The museum has over twenty aircraft on outdoor display, reflecting both the base's history and that of the United States Air Force and the United States Navy. The indoor museum contains a number of artifacts related to the United States Naval Training Station at Bunker Hill (1942–46), Bunker Hill Air Force Base (1954–1968), the Grissom Air Force Base (1968–1994), and the Grissom Air Reserve Base (1994–present).

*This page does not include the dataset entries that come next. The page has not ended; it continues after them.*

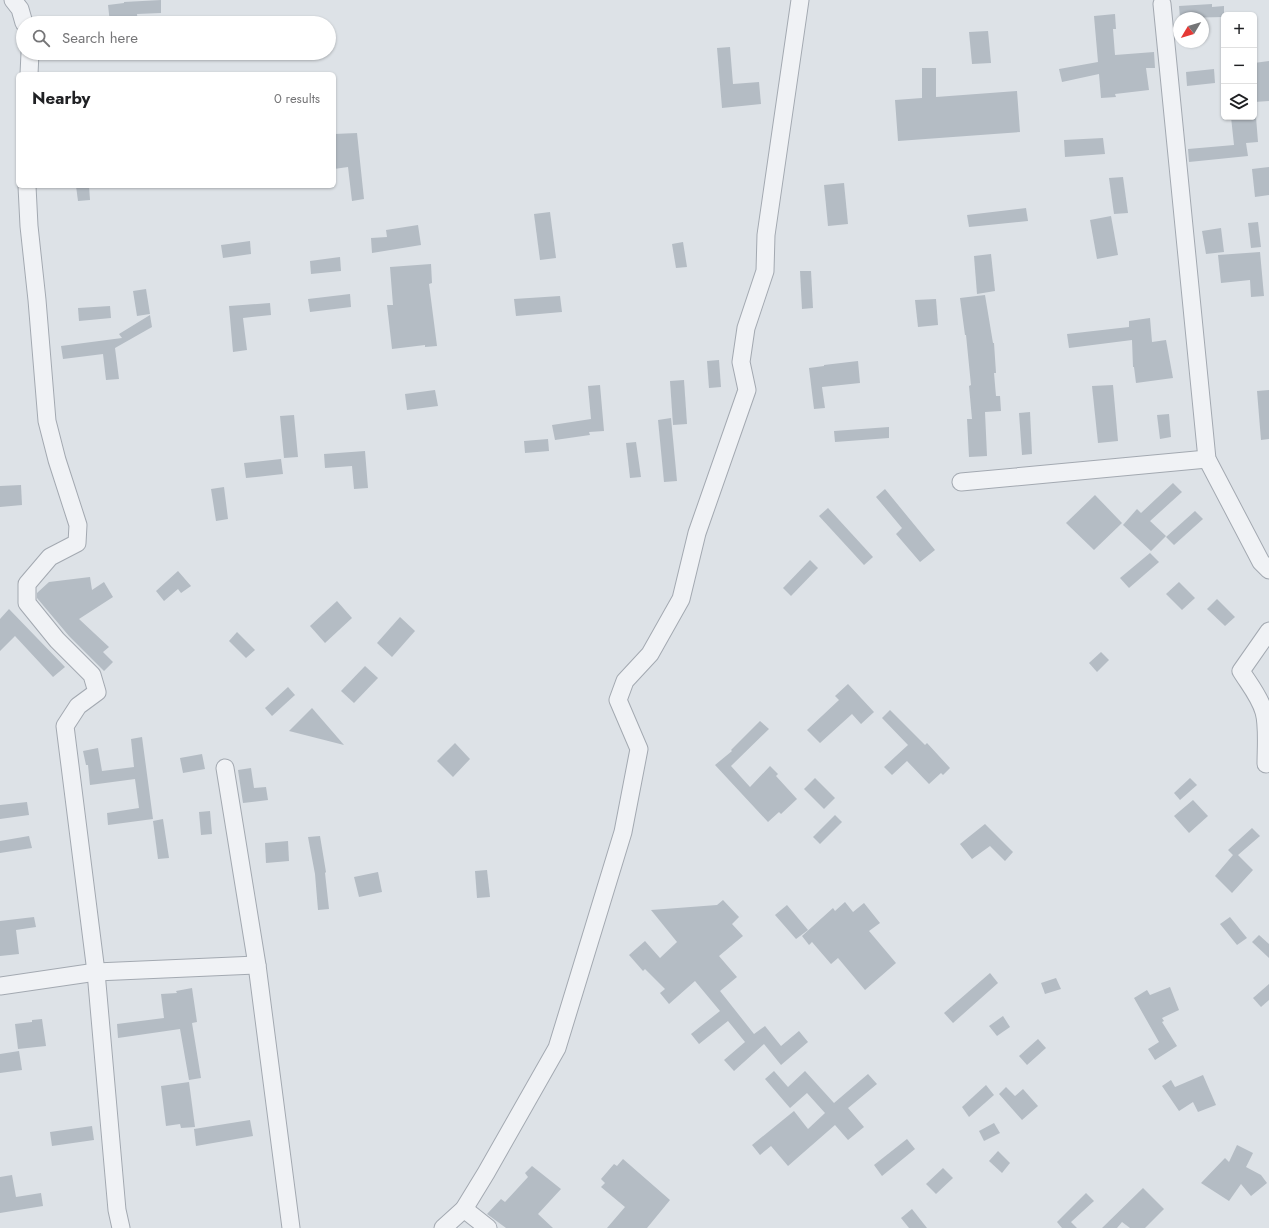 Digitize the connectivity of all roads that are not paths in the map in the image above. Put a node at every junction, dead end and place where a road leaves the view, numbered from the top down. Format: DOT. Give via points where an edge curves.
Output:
graph roads {
  1 [pos="14,0"];
  2 [pos="800,0"];
  3 [pos="1162,4"];
  4 [pos="22,16"];
  5 [pos="30,60"];
  6 [pos="29,72"];
  7 [pos="27,188"];
  8 [pos="1206,459"];
  9 [pos="961,482"];
  10 [pos="1269,570"];
  11 [pos="1269,631"];
  12 [pos="1266,764"];
  13 [pos="225,768"];
  14 [pos="257,964"];
  15 [pos="96,972"];
  16 [pos="0,986"];
  17 [pos="464,1209"];
  18 [pos="121,1228"];
  19 [pos="291,1228"];
  20 [pos="443,1228"];
  21 [pos="488,1228"];
  1 -- 4 [label="street"];
  2 -- 17 [label="street" via="766,235 765,271 746,328 741,362 746,390 697,533 681,599 650,654 625,681 618,700 639,749 623,832 557,1048"];
  3 -- 8 [label="street"];
  5 -- 6 [label="street"];
  7 -- 15 [label="street" via="28,226 47,421 78,525 77,543 50,557 27,584 27,603 57,640 92,675 97,692 78,706 65,726"];
  8 -- 9 [label="street"];
  8 -- 10 [label="street" via="1261,562"];
  11 -- 12 [label="street" via="1241,671 1254,690 1264,712"];
  13 -- 14 [label="street"];
  14 -- 15 [label="street"];
  14 -- 19 [label="street"];
  15 -- 16 [label="street"];
  15 -- 18 [label="street" via="117,1210"];
  17 -- 20 [label="street"];
  17 -- 21 [label="street"];
}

Other sit-in displays, including an F-4 Phantom cockpit, Huey Helicopter, MJ-1 Bomb Loader, A-10 Trainer, and an F-16 Mock Cockpit.

===Aircraft===

- Bell UH-1H Iroquois 68-16256
- Boeing B-47B Stratojet 51-2315
- Boeing EC-135L 61-0269
- Boeing KC-97L Stratofreighter 52-2697
- Cessna O-2A Skymaster 68-6871
- Cessna T-37B Tweet 54-2736
- Cessna U-3A 57-5922
- Douglas TA-4J Skyhawk 153671
- Convair TB-58A Hustler 55-0663
- Convair TF-102A Delta Dagger 56-2317
- Douglas C-47D Skytrain 43-49270
- Fairchild C-119G Flying Boxcar 52-5850
- Fairchild Republic A-10A Thunderbolt II 77-0228
- Grumman C-1A Trader 136790
- Grumman F-11A Tiger 141790
- Grumman F-14B Tomcat 162912
- Lockheed T-33A 52-9563
- McDonnell F-4C Phantom II 64-0783
- McDonnell F-101B Voodoo 58-0321
- NAMC YS-11A
- North American B-25J Mitchell 44-86843
- North American F-100C Super Sabre 53-1712
- North American T-2C Buckeye 158583
- Republic F-84F Thunderstreak 51-9456
- Republic F-105D Thunderchief 61-0088

===Indoor exhibits===
The cabin of a HH-1K and the cockpit of a F-4C are on display inside the museum building.

===Tower===
The entire Grissom Air Reserve Base and aircraft display are visible from the top of the five-story Cold War-era Observation Tower.

===Events===
Events on location include the Open House, Armed Forces Day Celebration, GUS Fly In, and Warbird Cruise-In.